Trio in C, Op.87
Serenade in C, Op.10
Phantasy Quartet, Op.2
Die Zauberflöte [selections, arr. Anon for violin and oboe]
Oboe Quartet in F, K370
Lisa Batiashvili (violin), Antoine Tamestit (viola), Danjulo Ishizaka (cello) & François Leleux (oboe)
Reviewed by: Douglas Cooksey
Reviewed: 18 March, 2008
Venue: Wigmore Hall, London
A delightful programme combining some rarely played and some extremely familiar music, not least excerpts from “Die Zauberflöte”, but in a highly unfamiliar arrangement for violin and oboe.
Lisa Batiashvili and her friends combine some exceptional talents. Antoine Tamestit worked with Tabea Zimmermann and was selected as a BBC Radio 3 New Generation Artist (2004) as well as for a Borletti-Buitoni award (2006). Danjulo Ishizaka, a student of the late Boris Pergamenschikow, is also a New Generation artist and won the Gaspar Cassadó competition. François Leleux (Lisa’s husband) – around whom much of this programme was built – was a one-time pupil of the legendary Maurice Bourgue and is currently Professor at the Hochschule für Musik, Munich, not that there anything remotely academic about his playing which combines finesse with an outsize personality.
Beethoven’s Trio for Oboe, Viola and Cello was probably composed around 1794 but kept it in his bottom drawer for more than a decade. Originally scored for two oboes and a cor anglais, the publisher Artaria also printed versions for two violins and viola, and for piano and violin. Hardly the greatest Beethoven, it is still music of enormous charm, especially when performed with such evident delight and polish. Leleux, Tamestit and Ishizaka were colloquial in the best sense of the word, none of them hogging the limelight, yet light on their feet and constantly bringing out the music’s dry wit with well-timed pauses and precisely placed accents.

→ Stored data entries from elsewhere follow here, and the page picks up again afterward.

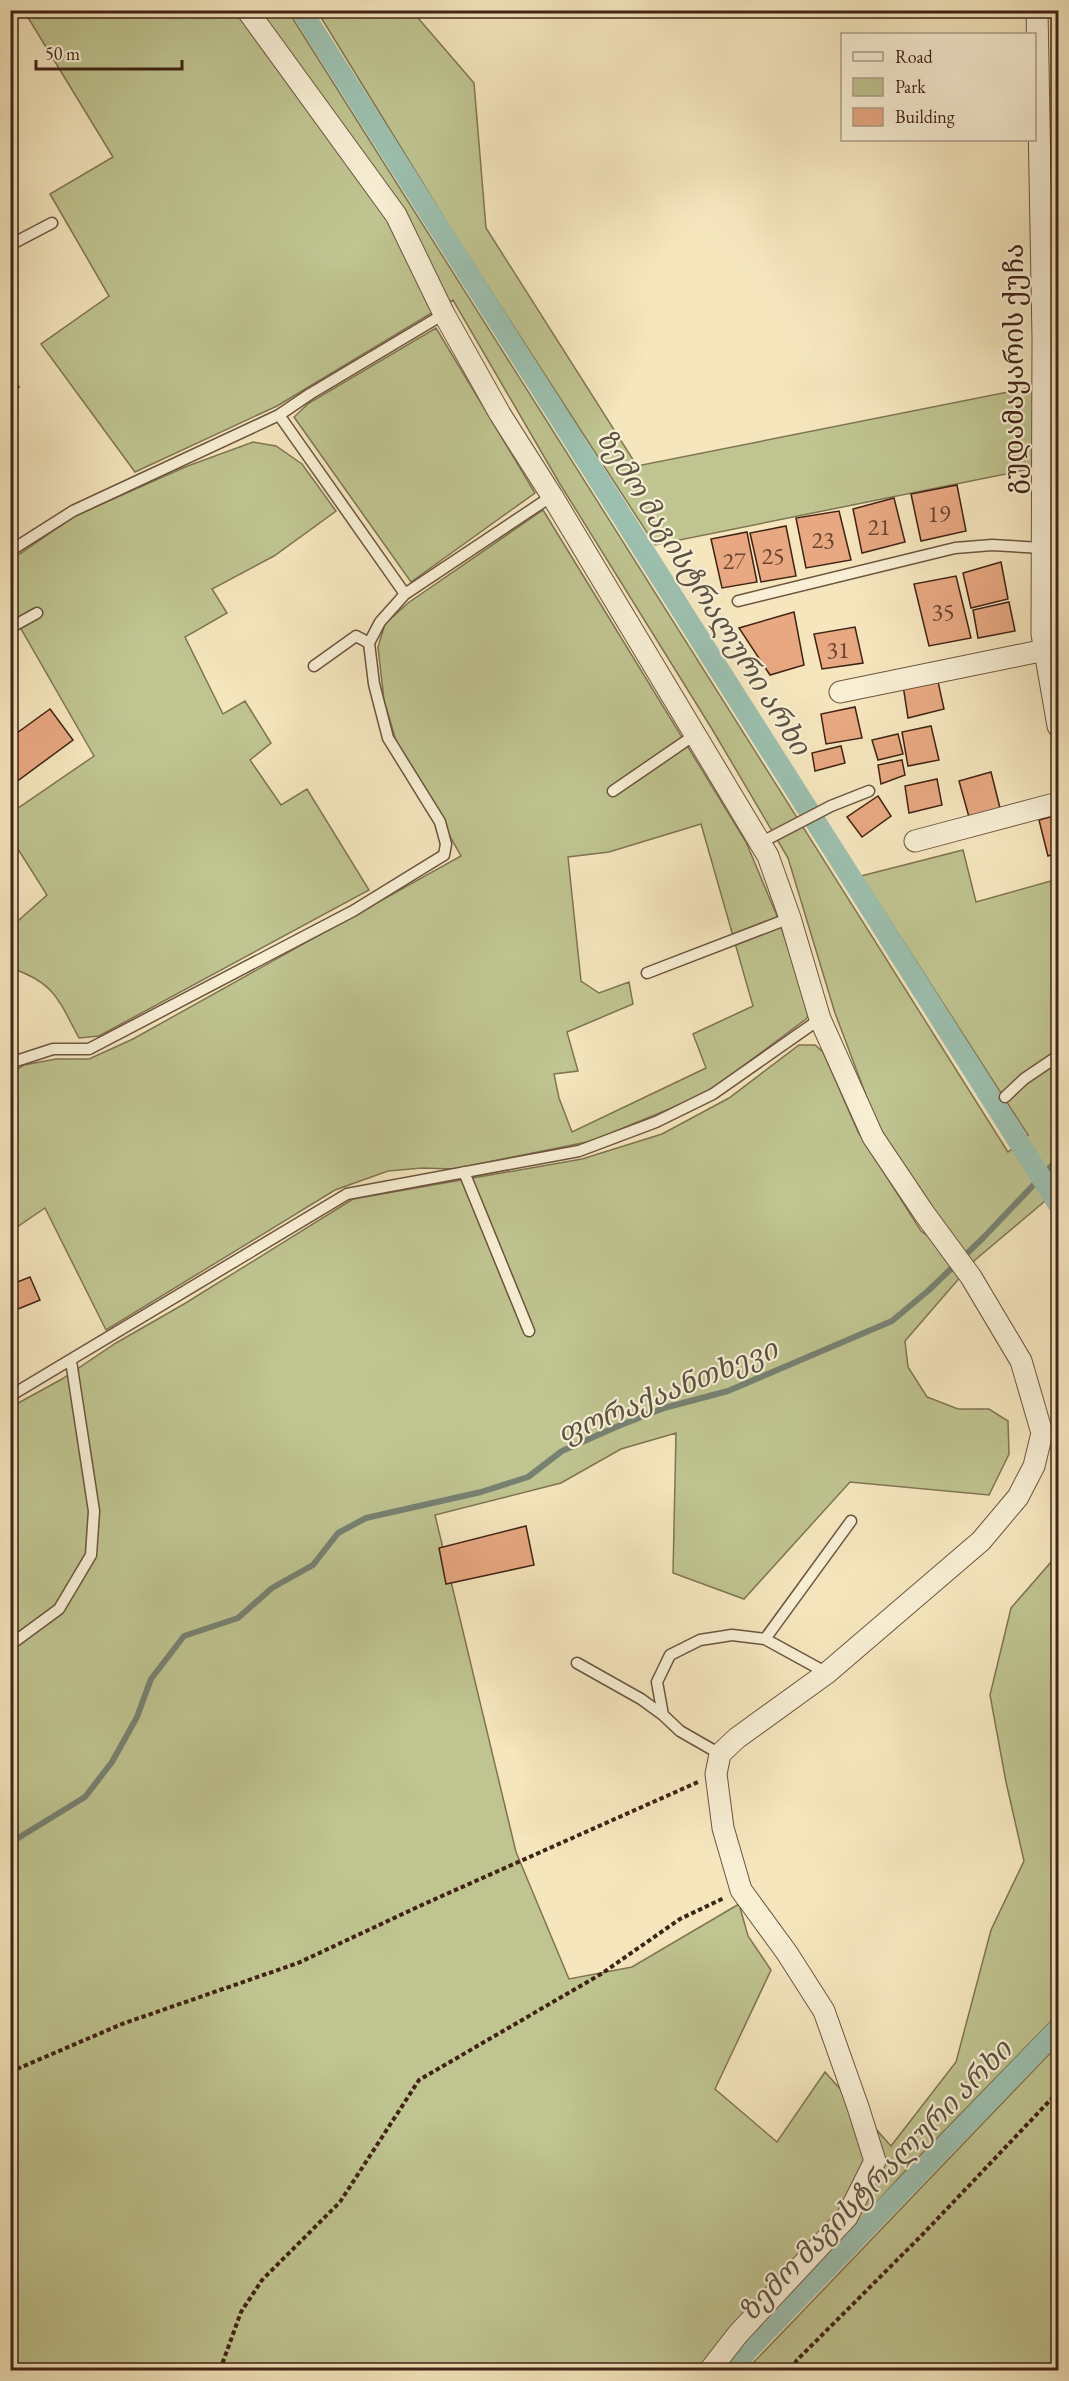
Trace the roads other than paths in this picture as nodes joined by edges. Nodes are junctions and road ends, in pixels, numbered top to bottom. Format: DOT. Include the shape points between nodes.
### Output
graph roads {
  1 [pos="247,10"];
  2 [pos="1037,10"];
  3 [pos="52,223"];
  4 [pos="10,245"];
  5 [pos="444,314"];
  6 [pos="1051,338"];
  7 [pos="279,416"];
  8 [pos="1051,452"];
  9 [pos="552,496"];
  10 [pos="1042,548"];
  11 [pos="10,551"];
  12 [pos="405,594"];
  13 [pos="738,601"];
  14 [pos="37,613"];
  15 [pos="10,628"];
  16 [pos="369,643"];
  17 [pos="1052,650"];
  18 [pos="314,666"];
  19 [pos="840,693"];
  20 [pos="1059,726"];
  21 [pos="696,734"];
  22 [pos="613,790"];
  23 [pos="868,791"];
  24 [pos="1059,803"];
  25 [pos="767,839"];
  26 [pos="915,841"];
  27 [pos="790,918"];
  28 [pos="647,973"];
  29 [pos="820,1019"];
  30 [pos="1059,1056"];
  31 [pos="10,1063"];
  32 [pos="1005,1097"];
  33 [pos="464,1172"];
  34 [pos="529,1331"];
  35 [pos="71,1361"];
  36 [pos="10,1396"];
  37 [pos="851,1521"];
  38 [pos="765,1639"];
  39 [pos="10,1645"];
  40 [pos="577,1663"];
  41 [pos="827,1672"];
  42 [pos="663,1715"];
  43 [pos="718,1764"];
  44 [pos="710,2370"];
  1 -- 5 [label="street" via="396,215"];
  2 -- 6 [label="street, გუდამაყარის ქუჩა"];
  3 -- 4 [label="lane"];
  5 -- 7 [label="lane"];
  5 -- 9 [label="street"];
  6 -- 8 [label="street, გუდამაყარის ქუჩა"];
  7 -- 11 [label="lane" via="73,511"];
  7 -- 12 [label="lane"];
  8 -- 10 [label="street, გუდამაყარის ქუჩა"];
  9 -- 12 [label="lane"];
  9 -- 21 [label="street"];
  10 -- 13 [label="lane" via="955,548"];
  10 -- 17 [label="street, გუდამაყარის ქუჩა" via="1042,634"];
  12 -- 16 [label="lane" via="380,622"];
  14 -- 15 [label="lane"];
  16 -- 18 [label="lane" via="357,636"];
  16 -- 31 [label="lane" via="374,684 388,738 440,822 446,844 444,855 353,911 89,1049 53,1049"];
  17 -- 19 [label="street"];
  17 -- 20 [label="street, გუდამაყარის ქუჩა"];
  21 -- 22 [label="lane"];
  21 -- 25 [label="street"];
  23 -- 25 [label="lane"];
  24 -- 26 [label="street"];
  25 -- 27 [label="street" via="768,856"];
  27 -- 28 [label="lane"];
  27 -- 29 [label="street"];
  29 -- 33 [label="lane" via="713,1094 656,1122 579,1151"];
  29 -- 41 [label="street" via="873,1137 971,1277 1021,1361 1042,1433 1034,1466 1018,1497 981,1541"];
  30 -- 32 [label="lane"];
  33 -- 34 [label="lane"];
  33 -- 35 [label="lane" via="347,1194"];
  35 -- 36 [label="lane"];
  35 -- 39 [label="lane" via="94,1511 91,1555 59,1609"];
  37 -- 38 [label="lane"];
  38 -- 41 [label="lane"];
  38 -- 42 [label="lane" via="732,1635 700,1640 670,1655 657,1682"];
  40 -- 42 [label="lane"];
  41 -- 43 [label="street" via="737,1738"];
  42 -- 43 [label="lane"];
  43 -- 44 [label="street" via="723,1828 741,1890 824,2011 875,2161 847,2217 738,2334"];
}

Ernö Dohnányi’s utterly delightful Serenade in C used to be a favourite of Heifetz, Primrose and Piatigorsky. It contains some quite gorgeous music, especially for anyone with a sweet tooth. Perhaps part of the reason for its comparative neglect is the demands it makes: music for three soloists. Fortunately there was nothing remotely average about this performance. After the vigorous opening ‘March’ with a Hungarian-sounding second subject, the viola playing ostinato style on open strings, comes a ‘Romanza’ which opens with a delicate viola leading to an extended song from the solo violin:Batiashvili has that ability rare in any musician suddenly to play a phrase in such a way as to compel an audience to hold its collective breath – so it was here and also at the close of the ‘Theme and Variations’. Throughout, Tamestit and Ishizaka were absolutely equal partners, fully able to hold their own in the tricky chattering scherzo and the moto perpetuo finale whose final climax generated a weight of sound which was positively orchestral before the music gradually marches away into the distance as though the serenaders were dispersing into the night.
Benjamin Britten’s precocious Phantasy for oboe and string trio – it was written when he was 18 – won its teenage composer a prize of thirteen guineas, which he duly spent on a new suit and a score of Falla’s El amor brujo. Its 14-minute span is a kind of musical palindrome, emerging from nothing and ending with a reprise of the work’s opening in reverse sequence before disappearing into silence. It is a remarkable work, not just for its precocity but also for its subtlety and its emotional weight. Seldom can Britten’s music have drawn quite so impassioned a response.
Three extracts, including one of the Queen of the Night’s arias (‘Der Hölle Rache’) from “The Magic Flute”, arranged by an unknown hand for the unusual combination of violin and oboe, provided light relief. Batiashvili and Leleux had such fun, striking sly musical sparks of each other, that it would be a dull soul who did not respond with equal pleasure.
Finally, an exuberant account of Mozart’s Oboe Quartet; perhaps a little too exuberant – the first movement was sprightly to a degree and would have possibly repaid a slightly more measured tempo – but it was all wonderfully elegant, the development ushered in with rare suavity. Leleux, not surprisingly given his antecedents, produces a tangy oboe sound slightly reminiscent of Leon Goossens (but without the acidity) which was heard to best advantage in the slow movement’s cadenza and the stealthy way he ushered in the finale’s main theme. Another Mozart arrangement, for oboe and strings, was offered as an encore.